Go through the entries below. Copy each line in which "paths" appears.

* THE INPUT:
++++++++++
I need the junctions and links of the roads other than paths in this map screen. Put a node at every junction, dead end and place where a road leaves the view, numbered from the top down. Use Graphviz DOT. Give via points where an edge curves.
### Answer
++++++++++
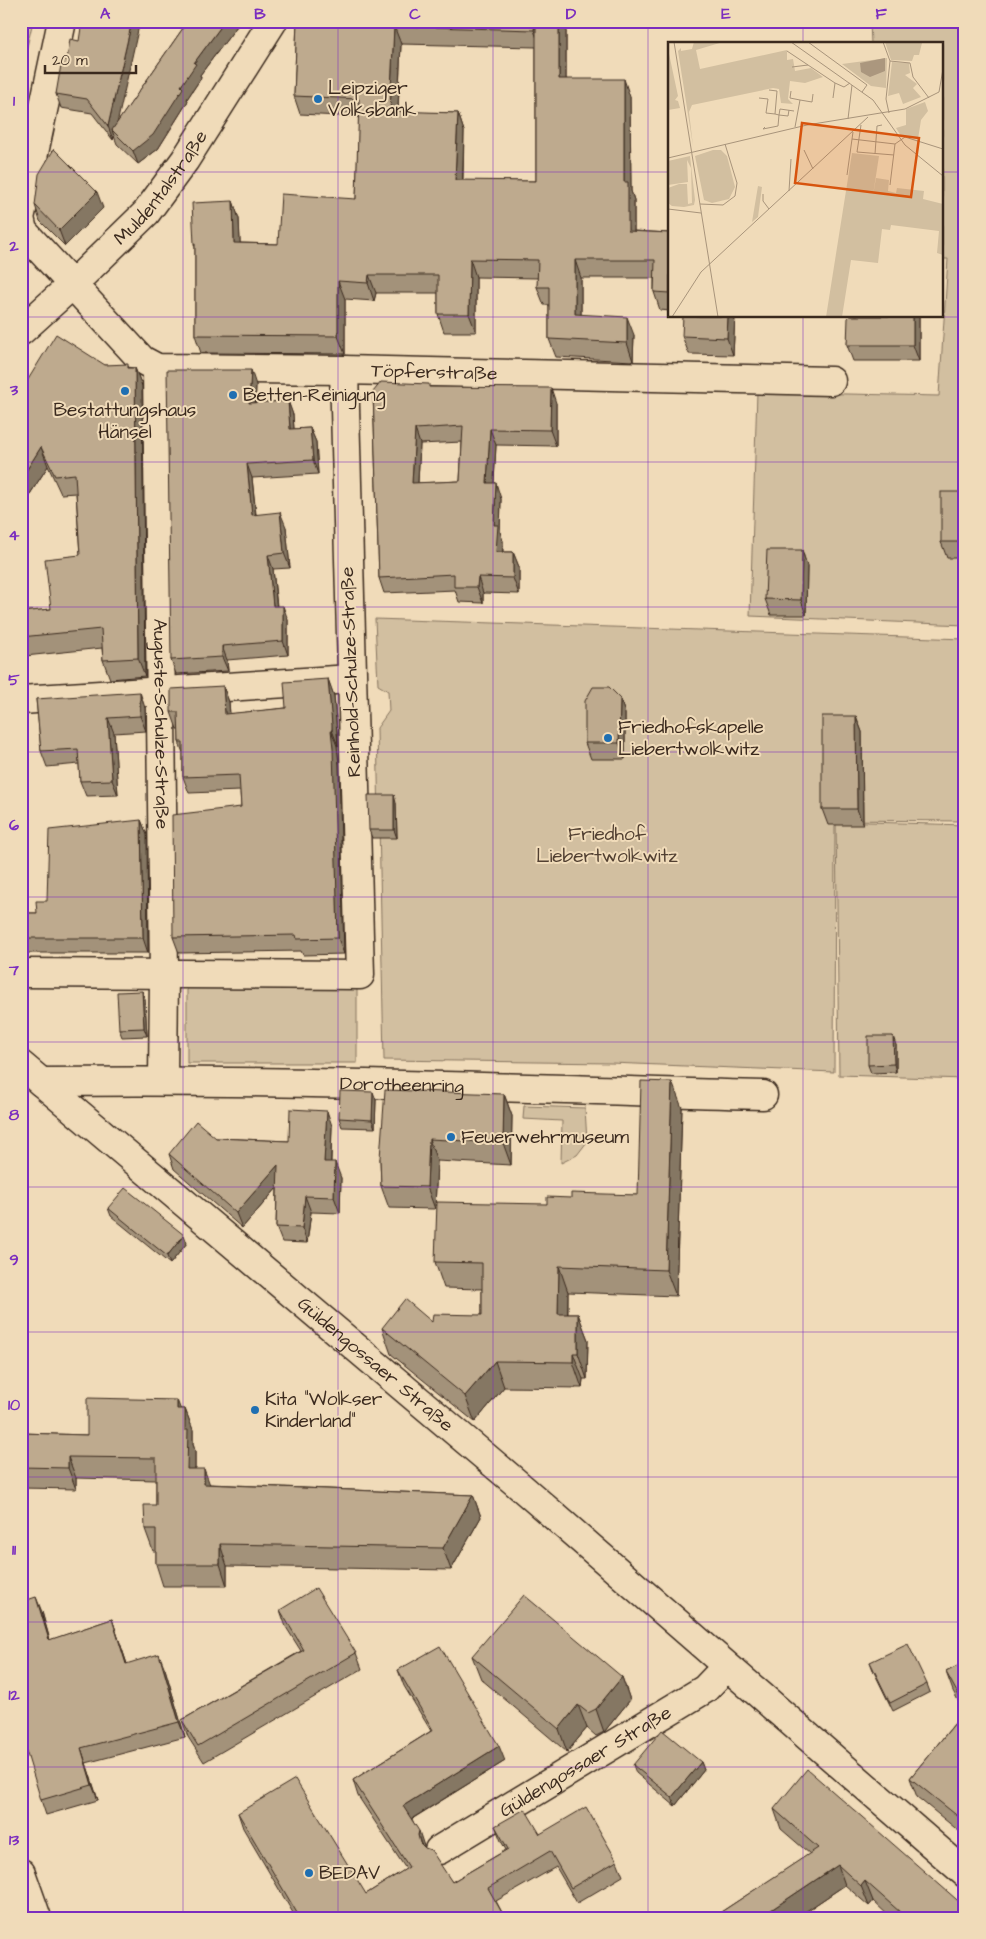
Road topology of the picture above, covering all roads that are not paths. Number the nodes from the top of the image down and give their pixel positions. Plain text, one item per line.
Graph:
++++++++++
* EXERCISE SOLUTION:
I need the junctions and links of the roads other than paths in this map screen. Put a node at every junction, dead end and place where a road leaves the view, numbered from the top down. Use Graphviz DOT. Give via points where an edge curves.
Road topology of the picture above, covering all roads that are not paths. Number the nodes from the top of the image down and give their pixel positions. Plain text, one item per line.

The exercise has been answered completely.